======== RECORDED INFORMATION ========
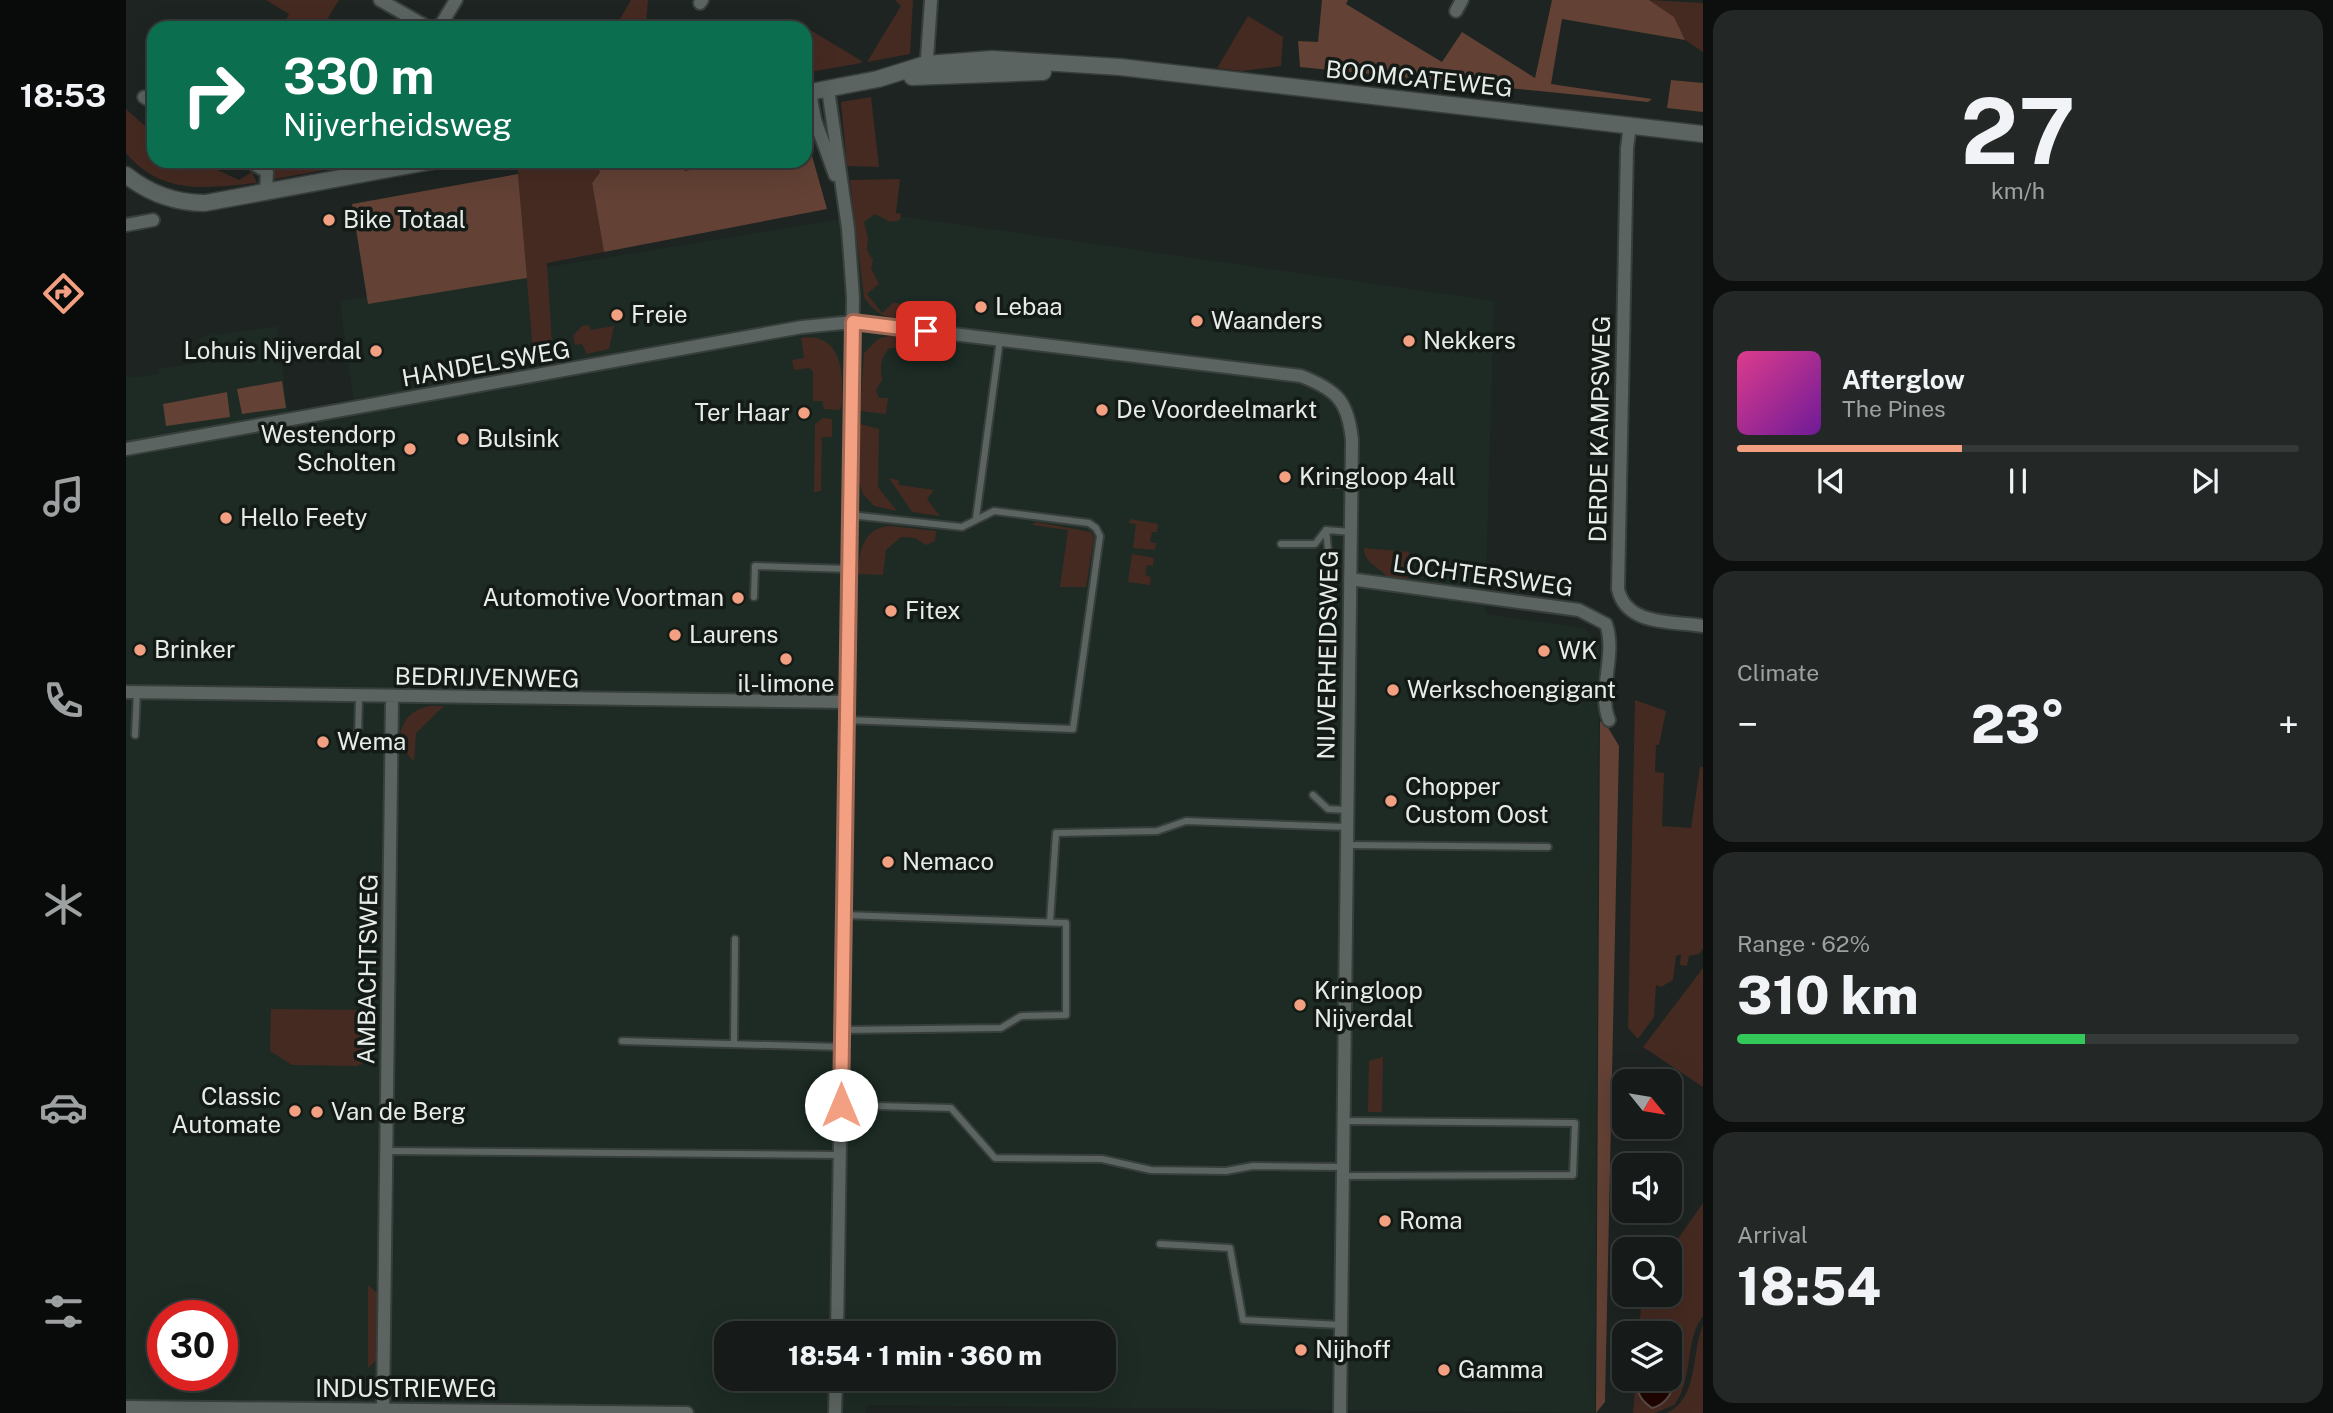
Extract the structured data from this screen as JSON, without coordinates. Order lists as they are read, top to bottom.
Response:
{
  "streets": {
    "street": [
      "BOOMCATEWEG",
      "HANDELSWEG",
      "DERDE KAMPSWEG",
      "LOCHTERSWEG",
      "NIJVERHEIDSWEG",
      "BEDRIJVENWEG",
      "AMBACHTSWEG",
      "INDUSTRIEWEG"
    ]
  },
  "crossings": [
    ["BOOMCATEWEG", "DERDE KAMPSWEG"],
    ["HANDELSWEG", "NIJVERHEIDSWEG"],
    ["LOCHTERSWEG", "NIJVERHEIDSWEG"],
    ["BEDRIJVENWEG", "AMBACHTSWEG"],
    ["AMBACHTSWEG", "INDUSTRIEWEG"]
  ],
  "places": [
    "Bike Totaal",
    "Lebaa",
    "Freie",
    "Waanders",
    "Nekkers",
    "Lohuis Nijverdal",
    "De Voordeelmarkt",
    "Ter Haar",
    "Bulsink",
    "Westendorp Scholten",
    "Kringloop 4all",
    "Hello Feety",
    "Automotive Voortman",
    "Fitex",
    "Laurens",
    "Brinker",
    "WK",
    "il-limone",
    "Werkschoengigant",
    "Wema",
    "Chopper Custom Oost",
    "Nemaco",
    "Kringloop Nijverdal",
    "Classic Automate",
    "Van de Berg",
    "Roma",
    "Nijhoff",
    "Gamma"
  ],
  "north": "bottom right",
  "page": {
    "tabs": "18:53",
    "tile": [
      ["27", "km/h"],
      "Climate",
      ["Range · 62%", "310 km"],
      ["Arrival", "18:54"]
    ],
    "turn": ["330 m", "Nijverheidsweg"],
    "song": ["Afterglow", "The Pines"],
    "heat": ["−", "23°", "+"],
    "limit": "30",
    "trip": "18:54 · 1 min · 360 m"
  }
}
========
▶ **TASK BRIEF**
Output all of the data word for word, excluding any pictures.

▶ **OUTPUT BELOW**
Extract the structured data from this screen as JSON, without coordinates. Order lists as they are read, top to bottom.
Response:
{
  "streets": {
    "street": [
      "BOOMCATEWEG",
      "HANDELSWEG",
      "DERDE KAMPSWEG",
      "LOCHTERSWEG",
      "NIJVERHEIDSWEG",
      "BEDRIJVENWEG",
      "AMBACHTSWEG",
      "INDUSTRIEWEG"
    ]
  },
  "crossings": [
    ["BOOMCATEWEG", "DERDE KAMPSWEG"],
    ["HANDELSWEG", "NIJVERHEIDSWEG"],
    ["LOCHTERSWEG", "NIJVERHEIDSWEG"],
    ["BEDRIJVENWEG", "AMBACHTSWEG"],
    ["AMBACHTSWEG", "INDUSTRIEWEG"]
  ],
  "places": [
    "Bike Totaal",
    "Lebaa",
    "Freie",
    "Waanders",
    "Nekkers",
    "Lohuis Nijverdal",
    "De Voordeelmarkt",
    "Ter Haar",
    "Bulsink",
    "Westendorp Scholten",
    "Kringloop 4all",
    "Hello Feety",
    "Automotive Voortman",
    "Fitex",
    "Laurens",
    "Brinker",
    "WK",
    "il-limone",
    "Werkschoengigant",
    "Wema",
    "Chopper Custom Oost",
    "Nemaco",
    "Kringloop Nijverdal",
    "Classic Automate",
    "Van de Berg",
    "Roma",
    "Nijhoff",
    "Gamma"
  ],
  "north": "bottom right",
  "page": {
    "tabs": "18:53",
    "tile": [
      ["27", "km/h"],
      "Climate",
      ["Range · 62%", "310 km"],
      ["Arrival", "18:54"]
    ],
    "turn": ["330 m", "Nijverheidsweg"],
    "song": ["Afterglow", "The Pines"],
    "heat": ["−", "23°", "+"],
    "limit": "30",
    "trip": "18:54 · 1 min · 360 m"
  }
}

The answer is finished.